[Stored data entries]

= = = =

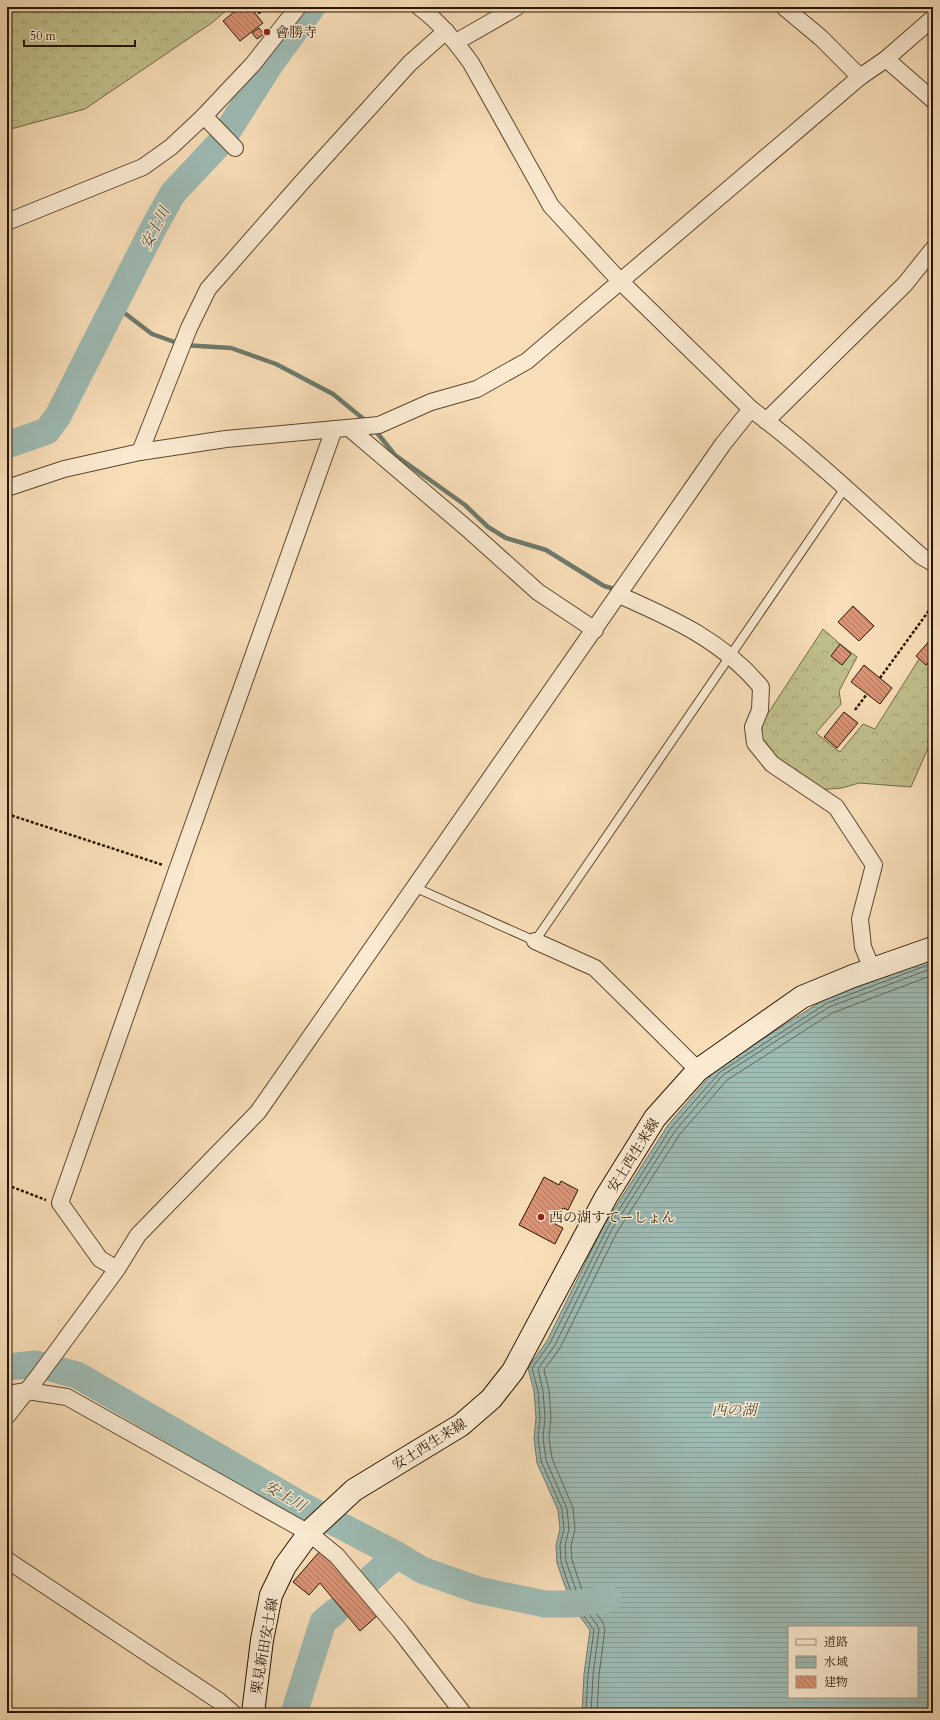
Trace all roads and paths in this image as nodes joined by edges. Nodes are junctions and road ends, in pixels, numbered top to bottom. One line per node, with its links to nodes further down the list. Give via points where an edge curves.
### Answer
1 (271, 7): 6 (path)
2 (298, 7): 12 (street, via 253,64)
3 (419, 7): 8 (street, via 434,18)
4 (517, 7): 8 (street)
5 (784, 7): 10 (street, via 821,38)
6 (258, 13)
7 (933, 18): 9 (street)
8 (451, 37): 16 (street, via 471,63 551,206); 20 (street, via 410,63 208,289 186,335)
9 (886, 59): 10 (street); 11 (street)
10 (860, 77): 16 (street)
11 (933, 100)
12 (204, 116): 13 (street); 14 (street, via 171,148 143,167)
13 (235, 148)
14 (7, 222)
15 (933, 249): 18 (street, via 905,284)
16 (620, 281): 17 (street); 19 (street, via 527,361 477,389 431,402 379,426)
17 (751, 409): 18 (street); 24 (street, via 723,444)
18 (766, 421): 22 (street)
19 (347, 428): 20 (street, via 226,439); 26 (street, via 538,592); 32 (street)
20 (140, 452): 21 (street, via 64,469)
21 (7, 488)
22 (845, 488): 23 (street, via 921,556); 27 (lane)
23 (933, 563)
24 (619, 595): 26 (street); 27 (street, via 676,620 708,639)
25 (933, 605): 28 (path)
26 (594, 630): 33 (street)
27 (729, 657): 34 (lane); 36 (street, via 747,670 761,687 760,710 753,727 755,743 772,764 836,807 874,865 860,919 863,947)
28 (880, 678)
29 (867, 694): 30 (path)
30 (855, 710)
31 (7, 814): 32 (path)
32 (177, 870): 39 (street)
33 (414, 887): 34 (lane); 40 (street, via 258,1112 138,1236)
34 (535, 941): 37 (street, via 595,968)
35 (933, 948): 36 (main road, 安土西生来線)
36 (872, 969): 37 (main road, 安土西生来線, via 802,996)
37 (698, 1070): 44 (main road, 安土西生来線, via 655,1118 606,1197 513,1371 491,1398 461,1425 354,1490)
38 (7, 1185): 39 (path)
39 (60, 1204): 40 (street, via 100,1259)
40 (117, 1269): 41 (street)
41 (32, 1385): 42 (street); 43 (street); 45 (street, via 67,1397)
42 (7, 1394)
43 (7, 1416)
44 (337, 1504): 45 (main road, 栗見新田安土線)
45 (310, 1531): 48 (main road, 栗見新田安土線, via 285,1566 272,1595 262,1640); 49 (street, via 338,1556)
46 (7, 1560): 47 (street, via 219,1701)
47 (233, 1713)
48 (253, 1713)
49 (463, 1713)

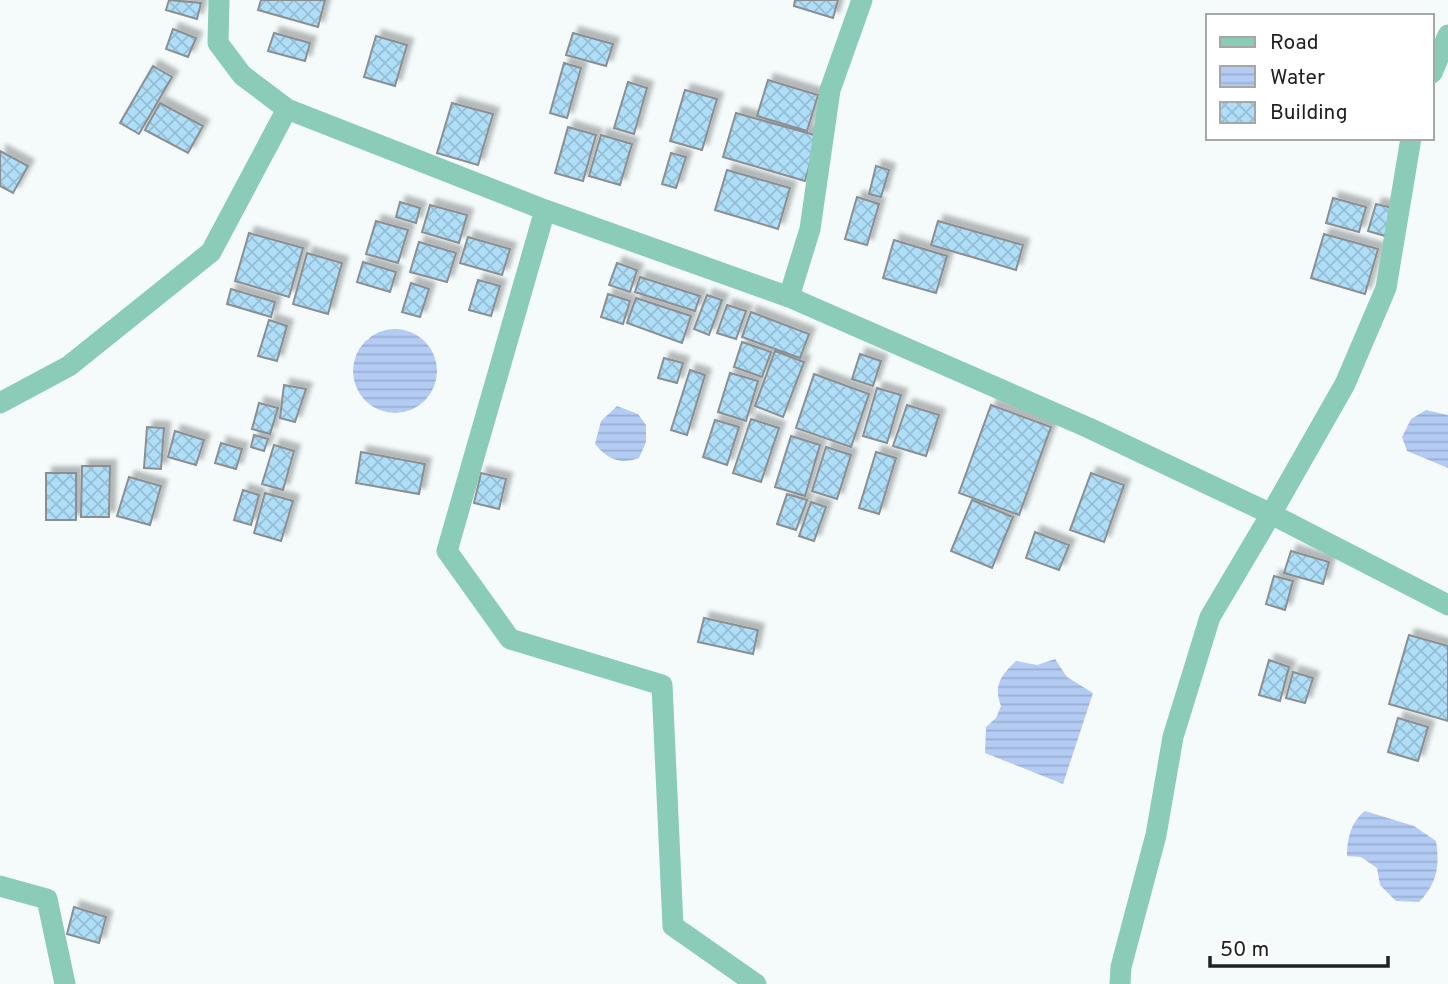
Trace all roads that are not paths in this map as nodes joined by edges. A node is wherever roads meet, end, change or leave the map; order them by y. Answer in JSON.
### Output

= = = =

:: Goal of the exercise ::
Restate the data above exactly, stripping out each image.

:: Solved exercise ::
Trace all roads and paths in this image as nodes joined by edges. Nodes are junctions and road ends, in pixels, numbered top to bottom. One line per node, with its links to nodes further down the list. Give via points where an edge curves.
### Answer
1 (271, 7): 6 (path)
2 (298, 7): 12 (street, via 253,64)
3 (419, 7): 8 (street, via 434,18)
4 (517, 7): 8 (street)
5 (784, 7): 10 (street, via 821,38)
6 (258, 13)
7 (933, 18): 9 (street)
8 (451, 37): 16 (street, via 471,63 551,206); 20 (street, via 410,63 208,289 186,335)
9 (886, 59): 10 (street); 11 (street)
10 (860, 77): 16 (street)
11 (933, 100)
12 (204, 116): 13 (street); 14 (street, via 171,148 143,167)
13 (235, 148)
14 (7, 222)
15 (933, 249): 18 (street, via 905,284)
16 (620, 281): 17 (street); 19 (street, via 527,361 477,389 431,402 379,426)
17 (751, 409): 18 (street); 24 (street, via 723,444)
18 (766, 421): 22 (street)
19 (347, 428): 20 (street, via 226,439); 26 (street, via 538,592); 32 (street)
20 (140, 452): 21 (street, via 64,469)
21 (7, 488)
22 (845, 488): 23 (street, via 921,556); 27 (lane)
23 (933, 563)
24 (619, 595): 26 (street); 27 (street, via 676,620 708,639)
25 (933, 605): 28 (path)
26 (594, 630): 33 (street)
27 (729, 657): 34 (lane); 36 (street, via 747,670 761,687 760,710 753,727 755,743 772,764 836,807 874,865 860,919 863,947)
28 (880, 678)
29 (867, 694): 30 (path)
30 (855, 710)
31 (7, 814): 32 (path)
32 (177, 870): 39 (street)
33 (414, 887): 34 (lane); 40 (street, via 258,1112 138,1236)
34 (535, 941): 37 (street, via 595,968)
35 (933, 948): 36 (main road, 安土西生来線)
36 (872, 969): 37 (main road, 安土西生来線, via 802,996)
37 (698, 1070): 44 (main road, 安土西生来線, via 655,1118 606,1197 513,1371 491,1398 461,1425 354,1490)
38 (7, 1185): 39 (path)
39 (60, 1204): 40 (street, via 100,1259)
40 (117, 1269): 41 (street)
41 (32, 1385): 42 (street); 43 (street); 45 (street, via 67,1397)
42 (7, 1394)
43 (7, 1416)
44 (337, 1504): 45 (main road, 栗見新田安土線)
45 (310, 1531): 48 (main road, 栗見新田安土線, via 285,1566 272,1595 262,1640); 49 (street, via 338,1556)
46 (7, 1560): 47 (street, via 219,1701)
47 (233, 1713)
48 (253, 1713)
49 (463, 1713)

Trace all roads that are not paths in this map as nodes joined by edges. A node is wherever roads meet, end, change or leave the map; order them by y. Answer in JSON.
### Output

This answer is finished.